■ PROBLEM REQUIREMENTS: The response should consist solely of the lines running from the line with "Right hand at" to the end of the data, retyped exactly.

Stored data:
◇ ◇ ◇ ◇

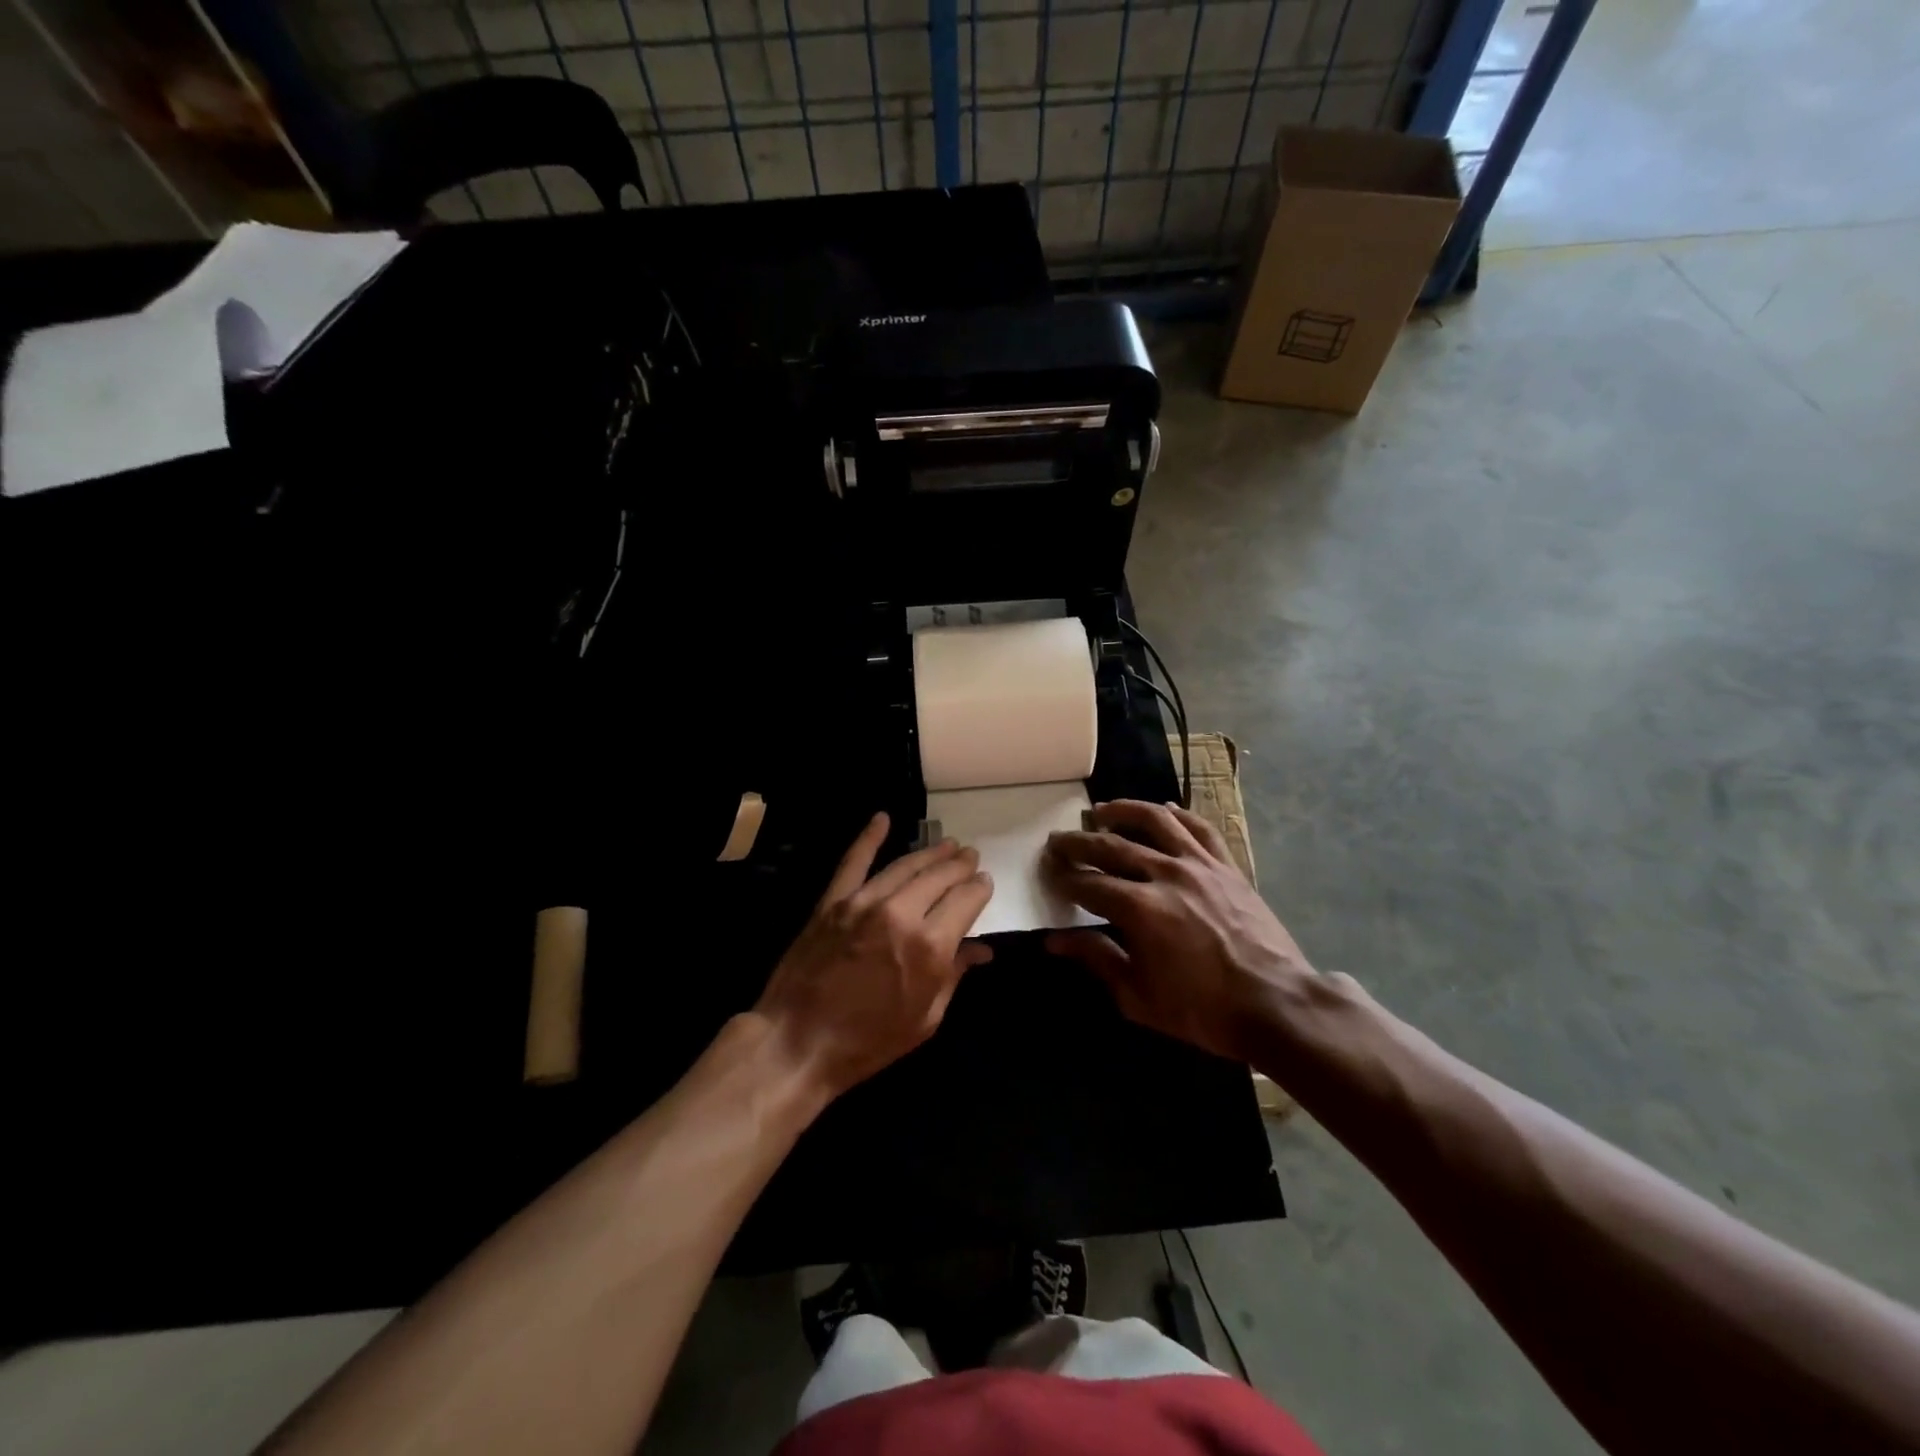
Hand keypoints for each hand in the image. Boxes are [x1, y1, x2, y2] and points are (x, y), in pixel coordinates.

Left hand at [755, 813, 994, 1100]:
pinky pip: (853, 861)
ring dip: (930, 853)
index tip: (984, 882)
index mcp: (930, 946)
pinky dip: (869, 837)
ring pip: (905, 865)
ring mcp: (863, 902)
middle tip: (970, 856)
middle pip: (940, 876)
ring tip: (947, 845)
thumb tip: (981, 950)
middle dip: (960, 865)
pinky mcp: (833, 900)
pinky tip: (882, 818)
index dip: (980, 888)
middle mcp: (901, 913)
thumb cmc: (868, 1041)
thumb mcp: (925, 1019)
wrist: (798, 1043)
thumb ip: (954, 976)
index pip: (966, 900)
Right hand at [1044, 800, 1315, 1064]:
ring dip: (1123, 811)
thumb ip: (1097, 958)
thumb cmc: (1202, 1009)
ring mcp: (1200, 865)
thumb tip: (1054, 940)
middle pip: (1112, 846)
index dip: (1064, 877)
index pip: (1088, 883)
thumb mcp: (1138, 996)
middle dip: (1079, 842)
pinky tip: (1163, 809)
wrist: (1276, 1005)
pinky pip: (1199, 828)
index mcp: (1140, 909)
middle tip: (1058, 838)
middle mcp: (1165, 875)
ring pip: (1155, 821)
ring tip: (1102, 810)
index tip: (1048, 870)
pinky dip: (1177, 814)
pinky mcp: (1227, 866)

◇ ◇ ◇ ◇

■ TASK OUTPUT:
Right hand at [1044, 800, 1315, 1064]:
ring dip: (1123, 811)
thumb ip: (1097, 958)
thumb cmc: (1202, 1009)
ring mcp: (1200, 865)
thumb tip: (1054, 940)
middle pip: (1112, 846)
index dip: (1064, 877)
index pip: (1088, 883)
thumb mcp: (1138, 996)
middle dip: (1079, 842)
pinky tip: (1163, 809)
wrist: (1276, 1005)
pinky pip: (1199, 828)
index mcp: (1140, 909)
middle tip: (1058, 838)
middle mcp: (1165, 875)
ring pip: (1155, 821)
ring tip: (1102, 810)
index tip: (1048, 870)
pinky dip: (1177, 814)
pinky mcp: (1227, 866)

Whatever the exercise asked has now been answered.